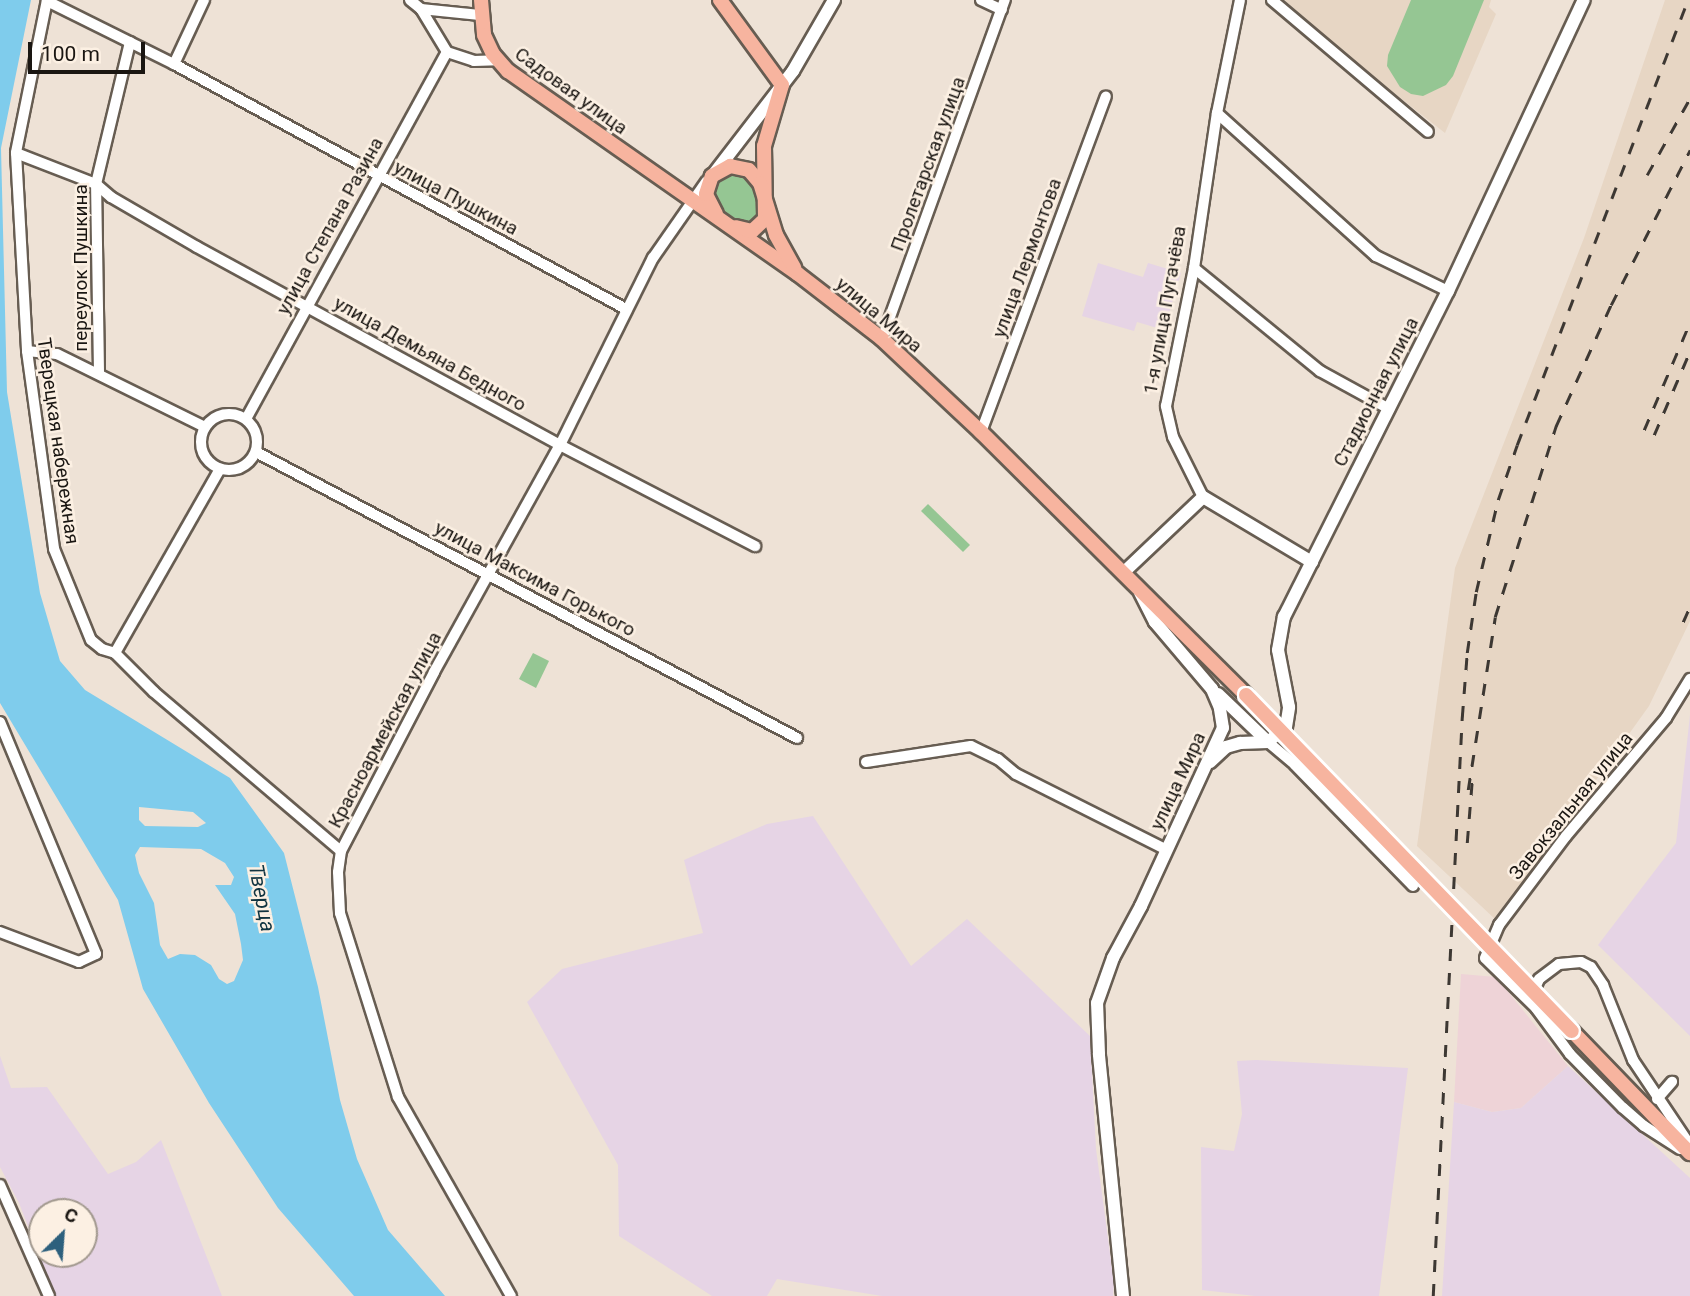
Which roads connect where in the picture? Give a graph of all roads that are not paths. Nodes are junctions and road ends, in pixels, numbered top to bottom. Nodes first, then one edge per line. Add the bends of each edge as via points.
1 (47, 0) edge
2 (204, 0) edge
3 (410, 0) edge
4 (720, 0) edge
5 (834, 0) edge
6 (981, 0) edge
7 (1240, 0) edge
8 (1272, 0) edge
9 (1584, 0) edge
10 (1003, 5) edge
11 (480, 7) edge
12 (422, 9) junction
13 (130, 42) junction
14 (447, 52) junction
15 (497, 60) junction
16 (174, 64) junction
17 (782, 85) junction
18 (1106, 96) dead end
19 (1217, 113) junction
20 (1428, 132) dead end
21 (16, 153) junction
22 (713, 175) junction
23 (380, 176) junction
24 (96, 184) junction
25 (692, 200) junction
26 (766, 200) junction
27 (723, 222) junction
28 (1194, 268) junction
29 (797, 274) junction
30 (1448, 291) junction
31 (308, 307) junction
32 (626, 309) junction
33 (882, 339) junction
34 (27, 351) junction
35 (100, 372) junction
36 (1389, 409) junction
37 (246, 419) junction
38 (205, 427) junction
39 (981, 432) junction
40 (560, 445) junction
41 (256, 452) junction
42 (220, 469) junction
43 (1203, 497) junction
44 (755, 545) dead end
45 (1311, 562) junction
46 (1123, 573) junction
47 (488, 574) junction
48 (1137, 586) junction
49 (115, 653) junction
50 (1690, 679) edge
51 (1212, 689) junction
52 (0, 722) edge
53 (1223, 728) junction
54 (797, 738) dead end
55 (1240, 743) junction
56 (1268, 743) junction
57 (866, 762) dead end
58 (1210, 762) junction
59 (1167, 850) junction
60 (341, 851) junction
61 (1413, 886) dead end
62 (0, 932) edge
63 (1536, 1008) junction
64 (1672, 1082) dead end
65 (1657, 1099) junction
66 (1690, 1146) edge
67 (1690, 1154) edge
68 (0, 1185) edge
69 (49, 1296) edge
70 (511, 1296) edge
71 (1123, 1296) edge

1 - 13 street, улица Пушкина
1 - 21 street, Тверецкая набережная
2 - 16 street
3 - 12 street
4 - 17 main road
5 - 17 street
6 - 10 street
7 - 19 street, 1-я улица Пугачёва
8 - 20 street
9 - 30 street, Стадионная улица
10 - 33 street, Пролетарская улица
11 - 12 street, Садовая улица
11 - 15 main road, Садовая улица via 484,35
12 - 14 street
13 - 16 street, улица Пушкина
13 - 24 street, переулок Пушкина
14 - 15 street via 474,61
14 - 23 street, улица Степана Разина
15 - 25 main road, Садовая улица
16 - 23 street, улица Пушкина
17 - 22 street
17 - 26 main road via 764,146
18 - 39 street, улица Лермонтова
19 - 28 street, 1-я улица Пугачёва
19 - 30 street via 1376,256
21 - 24 street, улица Демьяна Бедного
21 - 34 street, Тверецкая набережная
22 - 25 street, Красноармейская улица
22 - 26 main road via 733,166 747,169 757,178
22 - 27 main road via 706,187 707,201
23 - 31 street, улица Степана Разина
23 - 32 street, улица Пушкина
24 - 31 street, улица Демьяна Бедного via 111,197
24 - 35 street, переулок Пушкина
25 - 27 main road, Садовая улица
25 - 32 street, Красноармейская улица
26 - 27 main road via 764,221 754,230 743,231
26 - 29 main road, улица Мира
27 - 29 main road, улица Мира
28 - 36 street via 1320,371
28 - 43 street, 1-я улица Пугачёва via 1166,412 1173,438
29 - 33 main road, улица Мира
30 - 36 street, Стадионная улица
31 - 37 street, улица Степана Разина
31 - 40 street, улица Демьяна Бедного
32 - 40 street, Красноармейская улица
33 - 39 main road, улица Мира
34 - 35 street via 57,354
34 - 49 street, Тверецкая набережная via 54,549 91,640
35 - 38 street
36 - 45 street, Стадионная улица
37 - 38 street via 224,414
37 - 41 street via 255,430
38 - 42 street via 203,452
39 - 46 main road, улица Мира
40 - 44 street, улица Демьяна Бедного
40 - 47 street, Красноармейская улица
41 - 42 street via 242,468
41 - 47 street, улица Максима Горького
42 - 49 street
43 - 45 street
43 - 46 street
45 - 56 street, Стадионная улица via 1279,637 1288,722
46 - 48 main road, улица Мира
47 - 54 street, улица Максима Горького
47 - 60 street, Красноармейская улица
48 - 51 street, улица Мира via 1155,622
48 - 67 main road, bridge
49 - 60 street, Тверецкая набережная
50 - 63 street, Завокзальная улица via 1666,718 1566,836 1499,925 1485,958
51 - 53 street, улица Мира
51 - 56 street
52 - 62 street via 96,954 79,962
53 - 55 street
53 - 58 street, улица Мира
55 - 56 street
55 - 58 street via 1223,749
56 - 61 street
57 - 59 street via 971,746 1016,774
58 - 59 street, улица Мира
59 - 71 street, улица Мира via 1113,958 1096,1011
60 - 70 street, Красноармейская улица via 340,913 398,1097
63 - 65 street via 1532,993 1549,970 1569,961 1591,967 1603,985 1633,1060
63 - 67 street via 1570,1054 1623,1108
64 - 65 street
65 - 66 street
68 - 69 street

* Directions for this task: All of the material above is to be copied exactly, with no pictures.

* Result:
Which roads connect where in the picture? Give a graph of all roads that are not paths. Nodes are junctions and road ends, in pixels, numbered top to bottom. Nodes first, then one edge per line. Add the bends of each edge as via points.
1 (47, 0) edge
2 (204, 0) edge
3 (410, 0) edge
4 (720, 0) edge
5 (834, 0) edge
6 (981, 0) edge
7 (1240, 0) edge
8 (1272, 0) edge
9 (1584, 0) edge
10 (1003, 5) edge
11 (480, 7) edge
12 (422, 9) junction
13 (130, 42) junction
14 (447, 52) junction
15 (497, 60) junction
16 (174, 64) junction
17 (782, 85) junction
18 (1106, 96) dead end
19 (1217, 113) junction
20 (1428, 132) dead end
21 (16, 153) junction
22 (713, 175) junction
23 (380, 176) junction
24 (96, 184) junction
25 (692, 200) junction
26 (766, 200) junction
27 (723, 222) junction
28 (1194, 268) junction
29 (797, 274) junction
30 (1448, 291) junction
31 (308, 307) junction
32 (626, 309) junction
33 (882, 339) junction
34 (27, 351) junction
35 (100, 372) junction
36 (1389, 409) junction
37 (246, 419) junction
38 (205, 427) junction
39 (981, 432) junction
40 (560, 445) junction
41 (256, 452) junction
42 (220, 469) junction
43 (1203, 497) junction
44 (755, 545) dead end
45 (1311, 562) junction
46 (1123, 573) junction
47 (488, 574) junction
48 (1137, 586) junction
49 (115, 653) junction
50 (1690, 679) edge
51 (1212, 689) junction
52 (0, 722) edge
53 (1223, 728) junction
54 (797, 738) dead end
55 (1240, 743) junction
56 (1268, 743) junction
57 (866, 762) dead end
58 (1210, 762) junction
59 (1167, 850) junction
60 (341, 851) junction
61 (1413, 886) dead end
62 (0, 932) edge
63 (1536, 1008) junction
64 (1672, 1082) dead end
65 (1657, 1099) junction
66 (1690, 1146) edge
67 (1690, 1154) edge
68 (0, 1185) edge
69 (49, 1296) edge
70 (511, 1296) edge
71 (1123, 1296) edge

1 - 13 street, улица Пушкина
1 - 21 street, Тверецкая набережная
2 - 16 street
3 - 12 street
4 - 17 main road
5 - 17 street
6 - 10 street
7 - 19 street, 1-я улица Пугачёва
8 - 20 street
9 - 30 street, Стадионная улица
10 - 33 street, Пролетарская улица
11 - 12 street, Садовая улица
11 - 15 main road, Садовая улица via 484,35
12 - 14 street
13 - 16 street, улица Пушкина
13 - 24 street, переулок Пушкина
14 - 15 street via 474,61
14 - 23 street, улица Степана Разина
15 - 25 main road, Садовая улица
16 - 23 street, улица Пушкина
17 - 22 street
17 - 26 main road via 764,146
18 - 39 street, улица Лермонтова
19 - 28 street, 1-я улица Пугачёва
19 - 30 street via 1376,256
21 - 24 street, улица Демьяна Бедного
21 - 34 street, Тверецкая набережная
22 - 25 street, Красноармейская улица
22 - 26 main road via 733,166 747,169 757,178
22 - 27 main road via 706,187 707,201
23 - 31 street, улица Степана Разина
23 - 32 street, улица Пушкина
24 - 31 street, улица Демьяна Бедного via 111,197
24 - 35 street, переулок Пушкина
25 - 27 main road, Садовая улица
25 - 32 street, Красноармейская улица
26 - 27 main road via 764,221 754,230 743,231
26 - 29 main road, улица Мира
27 - 29 main road, улица Мира
28 - 36 street via 1320,371
28 - 43 street, 1-я улица Пугачёва via 1166,412 1173,438
29 - 33 main road, улица Мира
30 - 36 street, Стадионная улица
31 - 37 street, улица Степана Разина
31 - 40 street, улица Демьяна Бедного
32 - 40 street, Красноармейская улица
33 - 39 main road, улица Мира
34 - 35 street via 57,354
34 - 49 street, Тверецкая набережная via 54,549 91,640
35 - 38 street
36 - 45 street, Стадионная улица
37 - 38 street via 224,414
37 - 41 street via 255,430
38 - 42 street via 203,452
39 - 46 main road, улица Мира
40 - 44 street, улица Демьяна Бедного
40 - 47 street, Красноармейская улица
41 - 42 street via 242,468
41 - 47 street, улица Максима Горького
42 - 49 street
43 - 45 street
43 - 46 street
45 - 56 street, Стадионная улица via 1279,637 1288,722
46 - 48 main road, улица Мира
47 - 54 street, улица Максима Горького
47 - 60 street, Красноармейская улица
48 - 51 street, улица Мира via 1155,622
48 - 67 main road, bridge
49 - 60 street, Тверецкая набережная
50 - 63 street, Завокзальная улица via 1666,718 1566,836 1499,925 1485,958
51 - 53 street, улица Мира
51 - 56 street
52 - 62 street via 96,954 79,962
53 - 55 street
53 - 58 street, улица Мира
55 - 56 street
55 - 58 street via 1223,749
56 - 61 street
57 - 59 street via 971,746 1016,774
58 - 59 street, улица Мира
59 - 71 street, улица Мира via 1113,958 1096,1011
60 - 70 street, Красноармейская улица via 340,913 398,1097
63 - 65 street via 1532,993 1549,970 1569,961 1591,967 1603,985 1633,1060
63 - 67 street via 1570,1054 1623,1108
64 - 65 street
65 - 66 street
68 - 69 street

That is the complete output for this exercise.